A.B. Replies: There is no one-to-one straight translation of "creative differences." Instead of laboring over Da Vinci Code-like deciphering, think of the phrase the same way you think of "scheduling conflicts," which is just as much BS, only carved into a different shape. The phrase is a catchall, a fallback invented by shifty rich people and accepted by entertainment reporters too lazy or demoralized to press any further. Doing so would only get the writers uninvited from the Vanity Fair Oscar party, and nobody wants that kind of tragedy. Not in today's times.

According to managers, producers and other insiders wrangled by this B!tch, the most common gist behind creative differences is that two people--a producer and a director, a star and a supporting actor, Tom Cruise and the other Tom Cruise--got into a fight and want to light each other's hair on fire. Most of the time, the person with the greater power gets to stay on a project.

The loser gets to take his--oftentimes much smaller--balls and go home. Then some scurrying rodent in a linen suit issues a press release citing creative differences.
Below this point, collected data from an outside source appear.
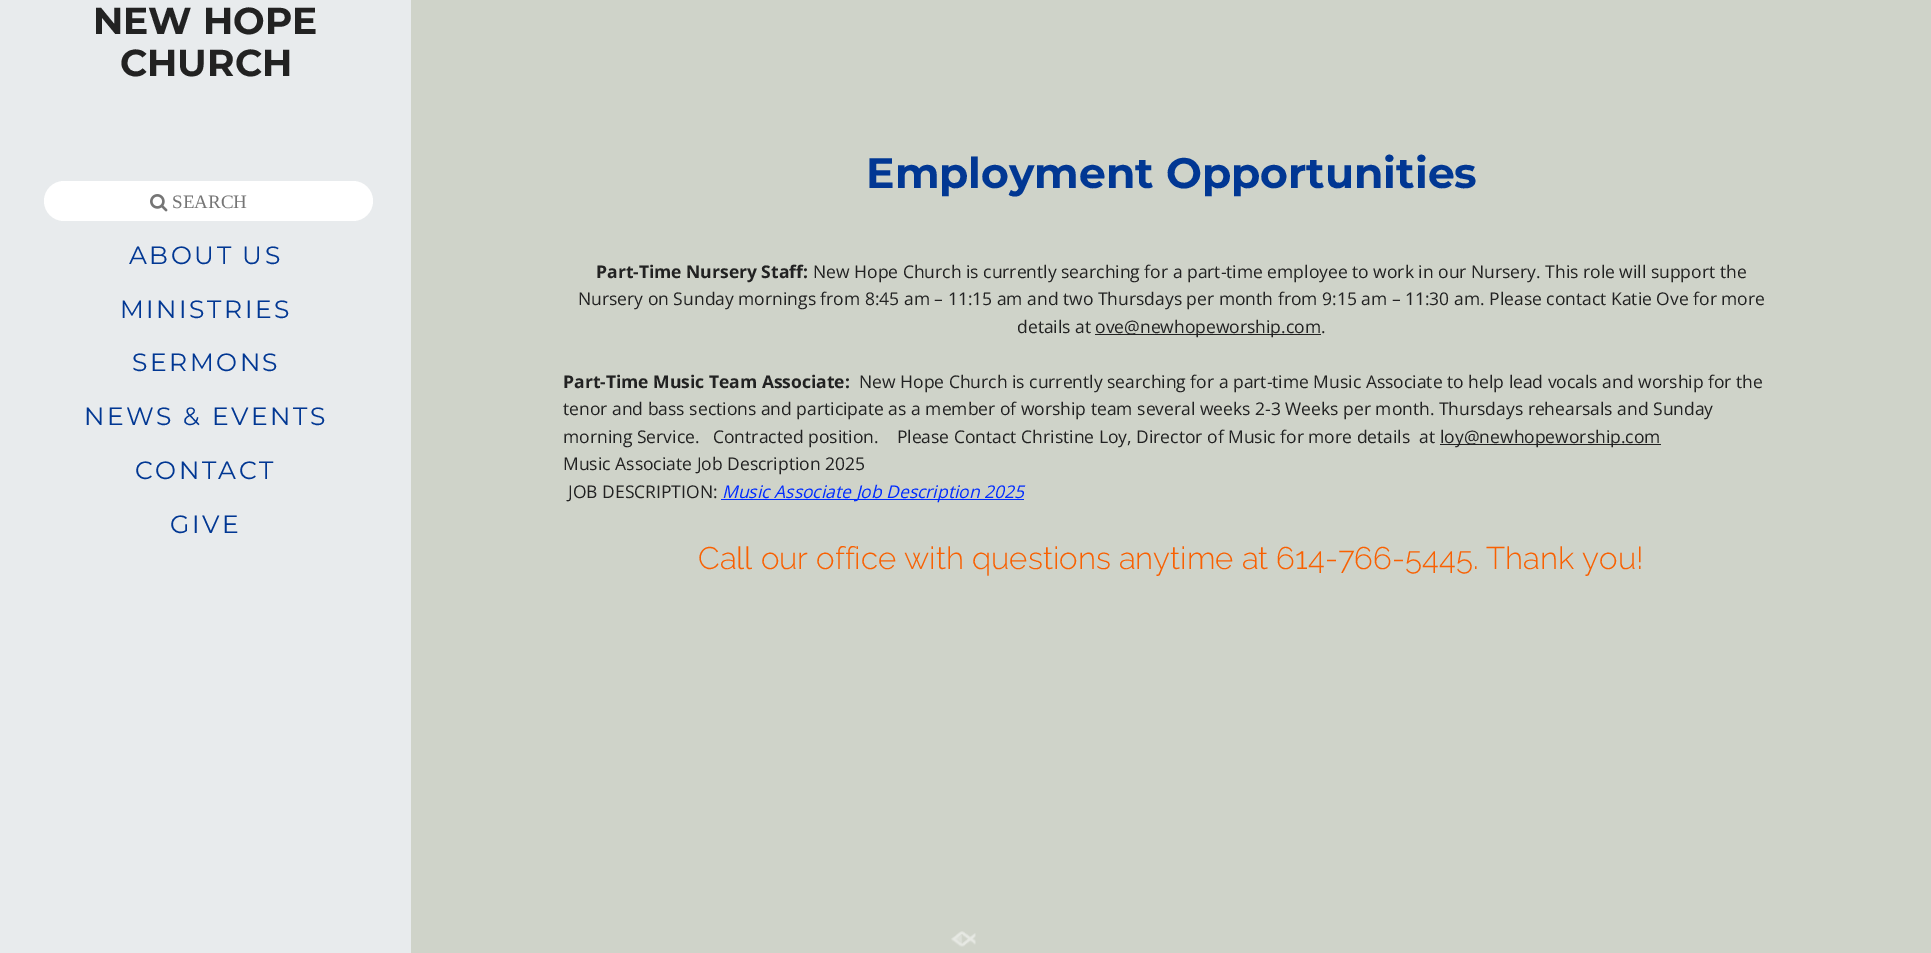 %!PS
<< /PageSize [1931 953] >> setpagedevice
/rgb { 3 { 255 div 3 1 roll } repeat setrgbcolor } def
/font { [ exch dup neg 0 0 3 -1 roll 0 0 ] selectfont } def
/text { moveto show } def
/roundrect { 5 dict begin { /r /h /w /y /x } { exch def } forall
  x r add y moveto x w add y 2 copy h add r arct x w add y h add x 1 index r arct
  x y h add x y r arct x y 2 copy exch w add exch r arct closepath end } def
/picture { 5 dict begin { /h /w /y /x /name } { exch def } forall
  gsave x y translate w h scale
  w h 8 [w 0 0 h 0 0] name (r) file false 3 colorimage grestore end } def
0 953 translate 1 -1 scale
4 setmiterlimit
207 211 201 rgb
0 0 1931 953 rectfill
232 235 237 rgb
0 0 411 953 rectfill
255 255 255 rgb
44 181 329 40 20 roundrect fill
(img_01.rgb) 150 194 18 18 picture
34 34 34 rgb
1095 334 226 1 rectfill
1440 444 221 1 rectfill
0 43 255 rgb
721 499 303 1 rectfill
(img_02.rgb) 951 931 25 16 picture
/Montserrat-Bold 37.5 font
34 34 34 rgb
(NEW HOPE) 93 34 text
(CHURCH) 120 76 text
/LiberationSerif-Regular 19 font
117 117 117 rgb
(SEARCH) 172 208 text
/Montserrat-Regular 25 font
1 55 147 rgb
129 264 moveto 2.5 0 (ABOUT US) ashow
120 318 moveto 2.5 0 (MINISTRIES) ashow
132 371 moveto 2.5 0 (SERMONS) ashow
84 425 moveto 2.5 0 (NEWS & EVENTS) ashow
135 479 moveto 2.5 0 (CONTACT) ashow
170 533 moveto 2.5 0 (GIVE) ashow
/Montserrat-Bold 42.5 font
(Employment Opportunities) 866 188 text
/OpenSans-Bold 17.5 font
34 34 34 rgb
(Part-Time Nursery Staff:) 596 278 text
/OpenSans-Regular 17.5 font
(New Hope Church is currently searching for a part-time employee to work in our Nursery. This role will support the) 813 278 text
(Nursery on Sunday mornings from 8:45 am – 11:15 am and two Thursdays per month from 9:15 am – 11:30 am. Please contact Katie Ove for more) 578 305 text
(details at) 1017 333 text
(ove@newhopeworship.com.) 1095 333 text
/OpenSans-Bold 17.5 font
(Part-Time Music Team Associate:) 563 388 text
/OpenSans-Regular 17.5 font
(New Hope Church is currently searching for a part-time Music Associate to help lead vocals and worship for the) 859 388 text
(tenor and bass sections and participate as a member of worship team several weeks 2-3 Weeks per month. Thursdays rehearsals and Sunday) 563 415 text
(morning Service.   Contracted position.    Please Contact Christine Loy, Director of Music for more details  at) 563 443 text
(loy@newhopeworship.com) 1440 443 text
(Music Associate Job Description 2025) 563 470 text
(JOB DESCRIPTION:) 568 498 text
/OpenSans-Italic 17.5 font
0 43 255 rgb
(Music Associate Job Description 2025) 722 498 text
/Raleway-Light 31.25 font
249 96 1 rgb
(Call our office with questions anytime at 614-766-5445. Thank you!) 698 569 text
showpage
The only other consistent thing about the phrase is that it is commonly used when filmmakers want to avoid courtroom drama. The smaller-balled people can sue those who defame them in the press, especially if a nondisclosure agreement is hanging over the whole affair. But wording like creative differences leaves no one injured, at least, not publicly.

"It's a way to say, 'We don't see eye to eye on the project,' " says Susan Silver, one of the original writers of The Mary Tyler Moore Show, The Bob Newhart Show, Square Pegs and other TV projects. "It's a nonderogatory way to say goodbye that will not lead to a lawsuit."

For example, last month, Wedding Crashers director David Dobkin left an upcoming movie project costarring Adam Sandler and Kevin James. The film, called I Now Pronounce You Chuck and Larry, is about straight firefighters who pose as a gay married couple for insurance purposes.

Per Variety: "Dobkin dropped out abruptly on Wednesday, citing big creative differences, studio sources said. Word is Dobkin ankled because there was a gap between the Sandler vehicle the studio expected to make and Dobkin's view of what the film should be. Studio reps said there were no creative differences--he simply passed."

Good thing the poor man escaped before anyone got their hair lit on fire.